GOAL OF THE EXERCISE:
The records below must be transcribed exactly.

#### EXERCISE MATERIALS ####

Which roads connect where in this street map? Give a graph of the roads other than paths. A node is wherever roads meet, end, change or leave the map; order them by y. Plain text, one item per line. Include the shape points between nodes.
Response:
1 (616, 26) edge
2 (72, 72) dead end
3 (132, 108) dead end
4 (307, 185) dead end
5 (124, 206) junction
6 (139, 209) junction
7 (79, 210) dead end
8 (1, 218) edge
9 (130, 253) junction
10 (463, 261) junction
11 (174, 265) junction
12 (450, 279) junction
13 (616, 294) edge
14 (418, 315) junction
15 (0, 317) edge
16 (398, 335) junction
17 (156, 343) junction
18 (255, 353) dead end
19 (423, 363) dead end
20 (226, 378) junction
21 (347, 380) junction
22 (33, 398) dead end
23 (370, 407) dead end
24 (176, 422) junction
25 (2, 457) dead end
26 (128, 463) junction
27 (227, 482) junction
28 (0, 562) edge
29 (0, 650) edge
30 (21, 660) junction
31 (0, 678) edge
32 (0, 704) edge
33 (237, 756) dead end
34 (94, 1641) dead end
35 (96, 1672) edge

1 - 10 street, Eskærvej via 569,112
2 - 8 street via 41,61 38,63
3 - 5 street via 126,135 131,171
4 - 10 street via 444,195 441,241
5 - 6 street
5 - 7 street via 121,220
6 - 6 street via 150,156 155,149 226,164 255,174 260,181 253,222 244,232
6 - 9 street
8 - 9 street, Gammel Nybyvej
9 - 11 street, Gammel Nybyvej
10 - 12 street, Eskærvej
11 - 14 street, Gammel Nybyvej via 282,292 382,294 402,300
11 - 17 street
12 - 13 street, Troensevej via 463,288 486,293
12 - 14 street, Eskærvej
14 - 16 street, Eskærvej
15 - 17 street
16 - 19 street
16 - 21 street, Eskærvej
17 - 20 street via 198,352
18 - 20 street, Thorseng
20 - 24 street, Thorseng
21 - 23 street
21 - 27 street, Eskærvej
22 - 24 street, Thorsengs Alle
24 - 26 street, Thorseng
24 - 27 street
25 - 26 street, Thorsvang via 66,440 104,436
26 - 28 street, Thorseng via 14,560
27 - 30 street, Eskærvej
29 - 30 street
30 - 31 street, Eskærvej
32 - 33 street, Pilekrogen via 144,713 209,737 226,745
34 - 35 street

####

RESULT BELOW:
Which roads connect where in this street map? Give a graph of the roads other than paths. A node is wherever roads meet, end, change or leave the map; order them by y. Plain text, one item per line. Include the shape points between nodes.
Response:
1 (616, 26) edge
2 (72, 72) dead end
3 (132, 108) dead end
4 (307, 185) dead end
5 (124, 206) junction
6 (139, 209) junction
7 (79, 210) dead end
8 (1, 218) edge
9 (130, 253) junction
10 (463, 261) junction
11 (174, 265) junction
12 (450, 279) junction
13 (616, 294) edge
14 (418, 315) junction
15 (0, 317) edge
16 (398, 335) junction
17 (156, 343) junction
18 (255, 353) dead end
19 (423, 363) dead end
20 (226, 378) junction
21 (347, 380) junction
22 (33, 398) dead end
23 (370, 407) dead end
24 (176, 422) junction
25 (2, 457) dead end
26 (128, 463) junction
27 (227, 482) junction
28 (0, 562) edge
29 (0, 650) edge
30 (21, 660) junction
31 (0, 678) edge
32 (0, 704) edge
33 (237, 756) dead end
34 (94, 1641) dead end
35 (96, 1672) edge

1 - 10 street, Eskærvej via 569,112
2 - 8 street via 41,61 38,63
3 - 5 street via 126,135 131,171
4 - 10 street via 444,195 441,241
5 - 6 street
5 - 7 street via 121,220
6 - 6 street via 150,156 155,149 226,164 255,174 260,181 253,222 244,232
6 - 9 street
8 - 9 street, Gammel Nybyvej
9 - 11 street, Gammel Nybyvej
10 - 12 street, Eskærvej
11 - 14 street, Gammel Nybyvej via 282,292 382,294 402,300
11 - 17 street
12 - 13 street, Troensevej via 463,288 486,293
12 - 14 street, Eskærvej
14 - 16 street, Eskærvej
15 - 17 street
16 - 19 street
16 - 21 street, Eskærvej
17 - 20 street via 198,352
18 - 20 street, Thorseng
20 - 24 street, Thorseng
21 - 23 street
21 - 27 street, Eskærvej
22 - 24 street, Thorsengs Alle
24 - 26 street, Thorseng
24 - 27 street
25 - 26 street, Thorsvang via 66,440 104,436
26 - 28 street, Thorseng via 14,560
27 - 30 street, Eskærvej
29 - 30 street
30 - 31 street, Eskærvej
32 - 33 street, Pilekrogen via 144,713 209,737 226,745
34 - 35 street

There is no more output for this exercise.